How much do I drink in a week? This can be by volume but also by frequency. 

Why not take this self-assessment quiz from Drink Aware to see how you measure up?

https://www.drinkaware.co.uk/tools/self-assessment


Where can I find help?

The help on offer if you are worried about your drinking can come in many forms. Whether you need information about alcohol, structured help to reduce your drinking/detox or if you are looking for a supportive community to help you on your journey; here are a list of resources that may be useful. 

Bristol Drugs Project

We can offer 1-2-1 support, advice and guidance or even just an open ear for you to discuss your drinking and the effects it may be having on your life. We can be contacted by phone, email or face to face at our Brunswick Square building.

Phone - 0117 987 6000

Email - [email protected]

Address - 11 Brunswick Square, Bristol, BS2 8PE

Breaking Free Online & Staying Free app

Breaking Free Online is a digital resource to help you on your journey with alcohol and other drugs. Along with Staying Free, the partner app, it provides tools, techniques and tips to help you to understand and cope with your alcohol use. 

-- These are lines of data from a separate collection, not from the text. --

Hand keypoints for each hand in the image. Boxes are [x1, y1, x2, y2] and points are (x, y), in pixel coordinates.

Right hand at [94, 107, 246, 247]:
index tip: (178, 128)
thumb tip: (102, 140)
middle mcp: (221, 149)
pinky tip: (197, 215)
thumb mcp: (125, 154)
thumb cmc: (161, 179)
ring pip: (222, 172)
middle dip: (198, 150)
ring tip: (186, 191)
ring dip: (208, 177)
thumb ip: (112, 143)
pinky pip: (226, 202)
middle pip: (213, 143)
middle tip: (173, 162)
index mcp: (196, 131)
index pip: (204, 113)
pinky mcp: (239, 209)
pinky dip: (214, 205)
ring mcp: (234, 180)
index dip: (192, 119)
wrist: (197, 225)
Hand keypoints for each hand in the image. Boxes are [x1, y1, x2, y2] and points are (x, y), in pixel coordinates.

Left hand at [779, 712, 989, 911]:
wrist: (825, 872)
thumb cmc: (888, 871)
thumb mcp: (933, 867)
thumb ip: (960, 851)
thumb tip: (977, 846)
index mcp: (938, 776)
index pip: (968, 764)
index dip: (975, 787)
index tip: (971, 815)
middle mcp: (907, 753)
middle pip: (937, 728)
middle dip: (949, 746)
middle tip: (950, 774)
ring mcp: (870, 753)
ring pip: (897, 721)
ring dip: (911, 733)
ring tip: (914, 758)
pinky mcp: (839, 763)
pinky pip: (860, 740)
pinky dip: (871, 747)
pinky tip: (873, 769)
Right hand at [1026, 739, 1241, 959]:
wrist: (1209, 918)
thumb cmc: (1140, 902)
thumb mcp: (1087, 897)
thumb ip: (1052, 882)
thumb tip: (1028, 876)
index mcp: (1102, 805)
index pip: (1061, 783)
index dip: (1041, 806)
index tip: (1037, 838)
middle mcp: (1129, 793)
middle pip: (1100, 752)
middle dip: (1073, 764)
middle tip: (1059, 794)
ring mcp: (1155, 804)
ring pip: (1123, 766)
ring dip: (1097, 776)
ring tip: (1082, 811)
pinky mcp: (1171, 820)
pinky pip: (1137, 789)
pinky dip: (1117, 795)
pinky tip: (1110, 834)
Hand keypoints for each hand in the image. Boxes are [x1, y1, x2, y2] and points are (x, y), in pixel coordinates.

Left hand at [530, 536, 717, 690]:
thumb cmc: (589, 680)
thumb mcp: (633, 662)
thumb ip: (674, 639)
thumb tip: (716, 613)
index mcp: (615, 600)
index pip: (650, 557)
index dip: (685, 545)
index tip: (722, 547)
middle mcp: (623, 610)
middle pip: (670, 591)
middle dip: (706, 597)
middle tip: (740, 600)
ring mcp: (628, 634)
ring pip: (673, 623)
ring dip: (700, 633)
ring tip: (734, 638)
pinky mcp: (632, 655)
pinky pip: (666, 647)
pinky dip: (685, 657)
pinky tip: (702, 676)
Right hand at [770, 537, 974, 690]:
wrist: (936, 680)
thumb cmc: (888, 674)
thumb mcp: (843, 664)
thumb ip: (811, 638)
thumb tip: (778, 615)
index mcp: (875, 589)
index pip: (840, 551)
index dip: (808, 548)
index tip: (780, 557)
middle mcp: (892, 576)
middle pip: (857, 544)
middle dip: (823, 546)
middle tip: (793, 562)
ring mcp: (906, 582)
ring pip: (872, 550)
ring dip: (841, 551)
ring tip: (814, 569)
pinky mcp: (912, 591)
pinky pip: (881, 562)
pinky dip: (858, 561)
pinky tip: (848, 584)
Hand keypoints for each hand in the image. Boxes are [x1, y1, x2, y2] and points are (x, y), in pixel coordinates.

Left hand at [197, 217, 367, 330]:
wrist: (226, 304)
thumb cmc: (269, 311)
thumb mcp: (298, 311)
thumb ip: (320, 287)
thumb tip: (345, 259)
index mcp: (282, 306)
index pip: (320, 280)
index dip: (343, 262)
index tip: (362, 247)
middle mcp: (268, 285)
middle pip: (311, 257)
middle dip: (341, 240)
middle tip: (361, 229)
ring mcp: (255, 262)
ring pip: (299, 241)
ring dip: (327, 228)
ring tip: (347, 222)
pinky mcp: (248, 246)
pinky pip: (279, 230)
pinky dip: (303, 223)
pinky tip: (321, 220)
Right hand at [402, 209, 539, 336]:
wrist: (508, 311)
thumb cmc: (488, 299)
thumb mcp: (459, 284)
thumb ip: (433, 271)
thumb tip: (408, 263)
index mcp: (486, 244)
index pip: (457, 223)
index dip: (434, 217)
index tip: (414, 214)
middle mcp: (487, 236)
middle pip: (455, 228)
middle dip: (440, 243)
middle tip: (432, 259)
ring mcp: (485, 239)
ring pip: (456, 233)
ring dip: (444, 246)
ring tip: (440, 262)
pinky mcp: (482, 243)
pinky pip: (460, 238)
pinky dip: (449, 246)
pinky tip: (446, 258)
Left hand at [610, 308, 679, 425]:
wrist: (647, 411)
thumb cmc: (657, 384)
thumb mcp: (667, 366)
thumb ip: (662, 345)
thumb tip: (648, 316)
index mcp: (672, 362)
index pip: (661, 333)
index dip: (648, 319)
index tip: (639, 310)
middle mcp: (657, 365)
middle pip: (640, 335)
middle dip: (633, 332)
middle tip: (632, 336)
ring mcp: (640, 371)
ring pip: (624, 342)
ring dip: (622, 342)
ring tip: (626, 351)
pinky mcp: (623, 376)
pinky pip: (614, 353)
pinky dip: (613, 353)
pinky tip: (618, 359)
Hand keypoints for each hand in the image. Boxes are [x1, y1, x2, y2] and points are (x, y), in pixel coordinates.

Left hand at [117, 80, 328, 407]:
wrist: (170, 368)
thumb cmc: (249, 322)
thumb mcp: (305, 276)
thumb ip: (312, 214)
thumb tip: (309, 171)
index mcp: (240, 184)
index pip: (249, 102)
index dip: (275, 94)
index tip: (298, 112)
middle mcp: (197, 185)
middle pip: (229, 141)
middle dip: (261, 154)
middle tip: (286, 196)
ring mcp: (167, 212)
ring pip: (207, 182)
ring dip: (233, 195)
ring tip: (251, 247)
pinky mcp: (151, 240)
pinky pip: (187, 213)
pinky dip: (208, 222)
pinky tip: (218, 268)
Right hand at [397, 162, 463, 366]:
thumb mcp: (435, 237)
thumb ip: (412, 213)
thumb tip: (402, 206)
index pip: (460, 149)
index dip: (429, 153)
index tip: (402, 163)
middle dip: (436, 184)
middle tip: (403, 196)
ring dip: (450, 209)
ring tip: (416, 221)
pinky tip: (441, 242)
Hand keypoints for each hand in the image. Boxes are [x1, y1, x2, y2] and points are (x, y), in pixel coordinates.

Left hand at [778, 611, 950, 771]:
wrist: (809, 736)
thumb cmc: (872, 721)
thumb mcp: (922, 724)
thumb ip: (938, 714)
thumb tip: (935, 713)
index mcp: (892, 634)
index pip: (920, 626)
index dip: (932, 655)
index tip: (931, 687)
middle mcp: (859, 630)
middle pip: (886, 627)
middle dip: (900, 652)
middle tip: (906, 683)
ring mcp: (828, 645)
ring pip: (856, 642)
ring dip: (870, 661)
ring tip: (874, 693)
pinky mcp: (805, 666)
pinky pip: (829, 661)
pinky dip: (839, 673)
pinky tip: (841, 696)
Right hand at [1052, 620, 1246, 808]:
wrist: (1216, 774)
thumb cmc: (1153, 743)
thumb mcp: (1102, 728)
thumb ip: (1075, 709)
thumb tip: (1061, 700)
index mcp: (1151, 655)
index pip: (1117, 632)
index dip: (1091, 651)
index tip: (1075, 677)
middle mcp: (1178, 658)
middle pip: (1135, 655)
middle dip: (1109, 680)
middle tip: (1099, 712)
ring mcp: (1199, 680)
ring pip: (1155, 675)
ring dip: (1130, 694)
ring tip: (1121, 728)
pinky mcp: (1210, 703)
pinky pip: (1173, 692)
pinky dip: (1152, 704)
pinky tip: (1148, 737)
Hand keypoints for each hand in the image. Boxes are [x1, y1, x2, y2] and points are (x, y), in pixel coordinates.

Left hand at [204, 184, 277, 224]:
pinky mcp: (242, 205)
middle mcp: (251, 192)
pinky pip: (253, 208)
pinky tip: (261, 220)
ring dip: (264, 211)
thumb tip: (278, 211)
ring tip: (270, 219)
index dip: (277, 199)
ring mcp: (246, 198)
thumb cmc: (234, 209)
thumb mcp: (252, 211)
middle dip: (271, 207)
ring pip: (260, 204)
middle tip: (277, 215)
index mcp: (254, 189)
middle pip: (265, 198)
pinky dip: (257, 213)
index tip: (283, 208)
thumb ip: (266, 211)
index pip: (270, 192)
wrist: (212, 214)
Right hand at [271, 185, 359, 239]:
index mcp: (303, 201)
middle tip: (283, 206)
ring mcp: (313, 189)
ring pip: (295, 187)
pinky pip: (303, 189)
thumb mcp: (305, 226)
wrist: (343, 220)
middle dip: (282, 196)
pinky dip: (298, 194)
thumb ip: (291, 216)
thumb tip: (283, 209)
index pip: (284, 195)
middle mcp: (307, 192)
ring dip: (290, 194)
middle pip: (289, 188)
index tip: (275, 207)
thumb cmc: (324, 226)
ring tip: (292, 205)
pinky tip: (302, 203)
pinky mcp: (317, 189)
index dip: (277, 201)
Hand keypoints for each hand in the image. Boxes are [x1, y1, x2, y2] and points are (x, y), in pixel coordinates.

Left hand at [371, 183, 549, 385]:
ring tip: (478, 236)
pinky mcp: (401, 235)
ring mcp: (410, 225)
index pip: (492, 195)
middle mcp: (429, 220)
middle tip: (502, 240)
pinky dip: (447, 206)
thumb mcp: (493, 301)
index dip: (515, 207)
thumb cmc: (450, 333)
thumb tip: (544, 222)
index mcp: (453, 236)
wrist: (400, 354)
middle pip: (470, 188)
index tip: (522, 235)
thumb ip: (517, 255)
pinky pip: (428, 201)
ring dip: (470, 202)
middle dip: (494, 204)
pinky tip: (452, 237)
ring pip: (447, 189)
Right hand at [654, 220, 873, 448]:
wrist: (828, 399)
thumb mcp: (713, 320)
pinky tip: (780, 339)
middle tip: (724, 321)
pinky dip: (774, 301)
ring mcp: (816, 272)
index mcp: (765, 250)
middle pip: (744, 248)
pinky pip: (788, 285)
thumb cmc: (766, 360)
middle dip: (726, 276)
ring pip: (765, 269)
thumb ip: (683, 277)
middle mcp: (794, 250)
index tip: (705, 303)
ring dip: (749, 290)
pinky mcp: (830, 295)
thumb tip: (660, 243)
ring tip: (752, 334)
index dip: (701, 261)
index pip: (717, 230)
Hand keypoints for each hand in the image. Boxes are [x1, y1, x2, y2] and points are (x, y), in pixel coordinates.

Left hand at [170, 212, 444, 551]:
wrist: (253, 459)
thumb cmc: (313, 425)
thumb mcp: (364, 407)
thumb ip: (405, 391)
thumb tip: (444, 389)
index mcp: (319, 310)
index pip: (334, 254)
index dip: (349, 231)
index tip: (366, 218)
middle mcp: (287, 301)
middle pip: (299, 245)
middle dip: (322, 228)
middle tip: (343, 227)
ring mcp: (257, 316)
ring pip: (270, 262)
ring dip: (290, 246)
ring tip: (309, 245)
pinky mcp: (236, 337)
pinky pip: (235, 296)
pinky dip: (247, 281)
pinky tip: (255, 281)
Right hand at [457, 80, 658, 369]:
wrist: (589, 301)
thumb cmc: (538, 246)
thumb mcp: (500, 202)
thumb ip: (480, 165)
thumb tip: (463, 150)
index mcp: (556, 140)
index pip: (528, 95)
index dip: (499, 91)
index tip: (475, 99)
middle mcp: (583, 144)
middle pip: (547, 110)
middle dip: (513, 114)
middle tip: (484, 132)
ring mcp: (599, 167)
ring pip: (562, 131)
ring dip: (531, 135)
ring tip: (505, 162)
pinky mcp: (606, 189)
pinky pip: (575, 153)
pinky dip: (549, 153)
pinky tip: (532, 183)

You need an access code to sign up put just pop us an email at [email protected] or ring the helpline on 0117 987 6000 and we’ll provide you with the code.


Tips to cut down

Pace yourself

Being aware of how fast you are drinking and trying to slow down is a great way to manage how much you may drink in a session. Remember you don’t have to drink at the same pace as those around you.

Think in units

Keeping tabs on how many units you are drinking is an effective way to stay mindful of how much you are drinking especially if you are mixing drinks. Remember the guidance is to not exceed 14 units a week. This may seem a long way off but Rome wasn’t built in a day so cutting back gradually is a great way to get you on the path to your goals.

Keep a drinking diary

Again a tool to make sure you are aware of exactly what you are drinking. Keep a note of what and how much you have drunk in a day. You could keep this diary in a note book, saved note on your phone or free apps such as Try Dry (https://alcoholchange.org.uk/get-involved/campaigns/dry-january/get-involved/the-dry-january-app).

Eat before you drink

You’ve definitely heard this before but having something to eat before you start drinking is very effective at slowing down how fast alcohol is absorbed into your body. 

Low or no alcohol drinks

Reducing your drinking can be as much about breaking habits as anything else. When you have the urge to have a drink or are in a social situation where others are drinking why not try a low or no alcohol drink instead of your usual. These drinks have improved alot in recent years and can be found in most supermarkets or pubs.


Join support groups 

Finding a group of people with similar experiences and goals can be a great help when trying to reduce or stop drinking. Coronavirus does make this harder but there are great online communities focussed on support and advice. 

Club Soda

Club Soda is an online resource that runs courses, events and social meet ups to help people manage their relationship with alcohol. They also have a Facebook group with nearly 10000 members where people post questions and personal experiences about their own relationship with alcohol. The group is judgement-free and a great source of support from people with shared experiences.

joinclubsoda.com


Worried about a friend/family member?

Are you worried that a friend or family member might be struggling with their alcohol use? This can be a very hard time for everyone involved and starting a conversation around this can be tough. When engaging someone in conversation avoid criticism, making judgements and using labels such as "alcoholic". Try to ask open questions such as "I've noticed x, y or z, what do you think?" rather than "do you think you have a problem?"

Encourage the person to reach out to an organisation like us or use a drinking calculator to give them a better understanding of their own drinking.